Peter Senge, l’un des plus importants théoriciens du management de la décennie en question, qualifiait l’entreprise ancienne manière de « hiérarchie autoritaire ». Ces dirigeants y étouffaient toute initiative, ils baillonnaient l’individu, étaient sexistes, racistes. Ils ne comprenaient rien à ce qu’il se passait à l’extérieur et ils passaient leur week-end à jouer au golf avec leurs anciens camarades d’université qui, de leur côté, commettaient les mêmes offenses contre la démocratie dans leurs entreprises.

Et vous savez quoi ? Qui n’est pas contre ce genre de chose ? Qui ne veut pas de la démocratie sur son lieu de travail ? Mais la manière dont Senge et les autres gourous du management utilisaient ce terme était purement symbolique. Le vrai problème de l’entreprise traditionnelle, c’est qu’elle constituait un paravent contre la tornade libre-échangiste. Elle abritait dans ses murs toutes sortes d’insuffisances. Les salaires y étaient bien trop élevés et elle offrait toute sorte d’avantage sociaux extrêmement coûteux. Le vrai problème était surtout que les dirigeants de ces entreprises ne versaient pas suffisament de dividendes à leurs actionnaires et insistaient pour faire en interne des tâches pourtant aisément sous-traitables. En d’autres termes il s’agissait d’« élitistes », de gens qui pensaient savoir mieux et plus que le marché et qui pensaient en conséquence en savoir plus que le peuple lui-même. Bref, l’entreprise n’était pas assez capitaliste. Le fait qu’elle soit taxée de sexisme et racisme était surtout symbolique de son élitisme, ce péché moral dont l’expression essentielle était l’attitude hautaine de l’entreprise vis-à-vis du libre marché. (D’ailleurs c’est un point de vue très partagé en Amérique que plus un pays est socialiste plus il est raciste. En revanche le libre-échange serait un système censé favorisé la mixité, le multicultutalisme et la mondialisation. Toutes ces merveilleuses choses que nous aimons tant.) C’est pourquoi on entendait à longueur d’années des contes merveilleux sur d’héroïques patrons dont le bureau ressemblait en tout point à celui des autres membres de leur équipe. Ou qui permettait que l’on joue au mini-basket dans les bureaux, qui se déplaçait à vélo pour venir au travail. Le patron nouveau devait être un homme du peuple. Jeff Brezos d’Amazon était si apprécié de ses employés que le magazine Time publia une photo de lui en train de signer des autographes sur leurs casquettes. On parla à cette occasion de «Communisme.Com»…
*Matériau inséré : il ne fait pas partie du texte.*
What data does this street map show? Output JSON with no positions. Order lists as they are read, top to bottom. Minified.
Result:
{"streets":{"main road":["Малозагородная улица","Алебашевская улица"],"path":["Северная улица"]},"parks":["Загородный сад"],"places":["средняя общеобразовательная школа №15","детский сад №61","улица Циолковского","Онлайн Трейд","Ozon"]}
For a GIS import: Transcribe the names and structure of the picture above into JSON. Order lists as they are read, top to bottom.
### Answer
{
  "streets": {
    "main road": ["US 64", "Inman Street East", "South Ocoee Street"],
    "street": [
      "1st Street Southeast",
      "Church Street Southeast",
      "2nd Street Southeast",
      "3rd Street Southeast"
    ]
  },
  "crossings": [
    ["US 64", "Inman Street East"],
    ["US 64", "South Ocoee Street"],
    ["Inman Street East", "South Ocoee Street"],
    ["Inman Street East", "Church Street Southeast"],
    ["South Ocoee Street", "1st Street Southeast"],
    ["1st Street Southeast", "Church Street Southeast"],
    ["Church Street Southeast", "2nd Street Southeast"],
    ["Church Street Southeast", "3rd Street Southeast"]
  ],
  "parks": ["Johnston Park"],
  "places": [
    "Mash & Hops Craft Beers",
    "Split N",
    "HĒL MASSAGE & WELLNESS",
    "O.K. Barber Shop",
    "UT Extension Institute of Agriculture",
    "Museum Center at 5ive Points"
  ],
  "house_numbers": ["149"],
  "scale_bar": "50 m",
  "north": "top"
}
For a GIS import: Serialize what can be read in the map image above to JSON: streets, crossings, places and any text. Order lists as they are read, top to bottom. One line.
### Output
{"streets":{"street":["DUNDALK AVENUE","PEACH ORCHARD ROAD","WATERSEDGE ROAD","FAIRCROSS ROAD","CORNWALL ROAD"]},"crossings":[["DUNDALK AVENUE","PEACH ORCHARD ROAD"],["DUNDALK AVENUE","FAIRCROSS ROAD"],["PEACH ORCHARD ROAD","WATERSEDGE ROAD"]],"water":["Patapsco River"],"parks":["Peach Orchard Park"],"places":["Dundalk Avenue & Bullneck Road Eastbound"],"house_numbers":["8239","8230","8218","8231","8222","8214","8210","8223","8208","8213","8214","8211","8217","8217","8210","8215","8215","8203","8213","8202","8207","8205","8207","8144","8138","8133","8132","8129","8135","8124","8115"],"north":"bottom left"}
Les « travailleurs du savoir »

Mais il y avait aussi ceux qui, dans le langage de l’époque, « étaient complètement à côté de la plaque ». Les Américains ne peuvent évoquer l’idée d’une « révolution entrepreneuriale » sans pointer du doigt la folie de ceux qui s’y opposent. C’est pourquoi la littérature sur la Nouvelle Économie était pleine de récits méprisants sur ces gens qui ne comprenaient pas que le vieux monde était fichu et qu’ils devaient laisser tomber des notions comme le syndicalisme et les emplois durables. La figure la plus classique du genre était bien entendu l’ouvrier supposé ne rien comprendre à l’Internet et aux joies de ce nouveau monde peuplé de bas salaires.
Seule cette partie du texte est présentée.